**What is needed**: Transcribe exactly the lines from the one containing "Write the network" through the end of the entries, including both the first and the last, and nothing else.

**Records for this exercise**:
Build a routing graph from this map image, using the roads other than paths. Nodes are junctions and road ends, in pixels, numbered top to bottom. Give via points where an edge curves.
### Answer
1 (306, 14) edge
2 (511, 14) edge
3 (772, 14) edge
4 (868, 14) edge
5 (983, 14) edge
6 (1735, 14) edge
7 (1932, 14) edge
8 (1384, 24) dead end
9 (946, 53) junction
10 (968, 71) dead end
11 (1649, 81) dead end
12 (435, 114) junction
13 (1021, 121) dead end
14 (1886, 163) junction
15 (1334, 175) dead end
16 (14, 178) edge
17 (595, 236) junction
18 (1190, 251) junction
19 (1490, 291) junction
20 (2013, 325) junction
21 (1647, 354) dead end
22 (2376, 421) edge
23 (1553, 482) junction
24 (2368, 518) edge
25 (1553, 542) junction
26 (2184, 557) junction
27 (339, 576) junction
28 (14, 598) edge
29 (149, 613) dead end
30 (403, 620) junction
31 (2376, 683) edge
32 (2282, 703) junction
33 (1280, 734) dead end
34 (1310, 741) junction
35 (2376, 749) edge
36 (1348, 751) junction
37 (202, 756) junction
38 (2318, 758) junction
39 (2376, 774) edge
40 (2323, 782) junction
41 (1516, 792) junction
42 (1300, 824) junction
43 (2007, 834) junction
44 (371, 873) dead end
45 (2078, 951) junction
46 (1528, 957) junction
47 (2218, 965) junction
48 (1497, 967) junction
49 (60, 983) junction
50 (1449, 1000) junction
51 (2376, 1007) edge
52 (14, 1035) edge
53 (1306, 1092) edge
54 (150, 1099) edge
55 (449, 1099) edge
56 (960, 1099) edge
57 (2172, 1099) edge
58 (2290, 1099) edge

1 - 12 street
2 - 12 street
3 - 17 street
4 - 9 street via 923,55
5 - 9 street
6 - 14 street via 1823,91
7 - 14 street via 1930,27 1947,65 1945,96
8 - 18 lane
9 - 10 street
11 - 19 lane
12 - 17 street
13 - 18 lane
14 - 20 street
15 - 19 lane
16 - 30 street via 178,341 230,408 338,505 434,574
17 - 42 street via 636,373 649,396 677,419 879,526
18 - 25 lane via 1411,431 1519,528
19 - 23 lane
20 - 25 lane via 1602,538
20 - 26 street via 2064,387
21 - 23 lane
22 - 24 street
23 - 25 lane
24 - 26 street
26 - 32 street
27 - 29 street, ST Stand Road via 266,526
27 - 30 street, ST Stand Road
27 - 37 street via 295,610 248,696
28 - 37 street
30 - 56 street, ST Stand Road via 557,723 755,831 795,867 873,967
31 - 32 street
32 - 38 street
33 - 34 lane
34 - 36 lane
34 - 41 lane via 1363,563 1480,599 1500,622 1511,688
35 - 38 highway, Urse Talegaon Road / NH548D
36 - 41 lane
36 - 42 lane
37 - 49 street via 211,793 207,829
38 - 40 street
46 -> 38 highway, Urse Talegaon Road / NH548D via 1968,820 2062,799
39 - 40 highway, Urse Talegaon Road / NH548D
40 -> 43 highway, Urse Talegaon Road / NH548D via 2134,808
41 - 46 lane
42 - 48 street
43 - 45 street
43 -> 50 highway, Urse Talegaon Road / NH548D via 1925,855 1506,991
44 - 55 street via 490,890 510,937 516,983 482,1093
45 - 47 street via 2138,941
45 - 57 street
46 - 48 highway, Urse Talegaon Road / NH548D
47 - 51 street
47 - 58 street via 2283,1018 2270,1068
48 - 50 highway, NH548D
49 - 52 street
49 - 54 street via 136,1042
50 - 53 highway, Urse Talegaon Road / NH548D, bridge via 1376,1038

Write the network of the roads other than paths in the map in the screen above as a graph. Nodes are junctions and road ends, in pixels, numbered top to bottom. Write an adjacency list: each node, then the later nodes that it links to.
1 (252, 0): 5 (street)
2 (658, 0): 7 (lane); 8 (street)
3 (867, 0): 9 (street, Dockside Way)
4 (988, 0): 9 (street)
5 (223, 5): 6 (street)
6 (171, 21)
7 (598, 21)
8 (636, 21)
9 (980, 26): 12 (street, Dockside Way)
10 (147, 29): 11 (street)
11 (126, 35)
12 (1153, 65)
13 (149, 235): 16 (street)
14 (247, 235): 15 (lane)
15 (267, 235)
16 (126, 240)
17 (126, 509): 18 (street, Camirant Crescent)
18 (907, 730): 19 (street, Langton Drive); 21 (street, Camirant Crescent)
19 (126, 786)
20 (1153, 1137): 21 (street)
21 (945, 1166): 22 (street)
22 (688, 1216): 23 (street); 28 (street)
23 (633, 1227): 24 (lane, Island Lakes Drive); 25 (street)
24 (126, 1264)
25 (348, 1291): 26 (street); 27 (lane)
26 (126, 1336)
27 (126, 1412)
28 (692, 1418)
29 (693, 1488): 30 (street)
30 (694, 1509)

**Solution**:
Write the network of the roads other than paths in the map in the screen above as a graph. Nodes are junctions and road ends, in pixels, numbered top to bottom. Write an adjacency list: each node, then the later nodes that it links to.
1 (252, 0): 5 (street)
2 (658, 0): 7 (lane); 8 (street)
3 (867, 0): 9 (street, Dockside Way)
4 (988, 0): 9 (street)
5 (223, 5): 6 (street)
6 (171, 21)
7 (598, 21)
8 (636, 21)
9 (980, 26): 12 (street, Dockside Way)
10 (147, 29): 11 (street)
11 (126, 35)
12 (1153, 65)
13 (149, 235): 16 (street)
14 (247, 235): 15 (lane)
15 (267, 235)
16 (126, 240)
17 (126, 509): 18 (street, Camirant Crescent)
18 (907, 730): 19 (street, Langton Drive); 21 (street, Camirant Crescent)
19 (126, 786)
20 (1153, 1137): 21 (street)
21 (945, 1166): 22 (street)
22 (688, 1216): 23 (street); 28 (street)
23 (633, 1227): 24 (lane, Island Lakes Drive); 25 (street)
24 (126, 1264)
25 (348, 1291): 26 (street); 27 (lane)
26 (126, 1336)
27 (126, 1412)
28 (692, 1418)
29 (693, 1488): 30 (street)
30 (694, 1509)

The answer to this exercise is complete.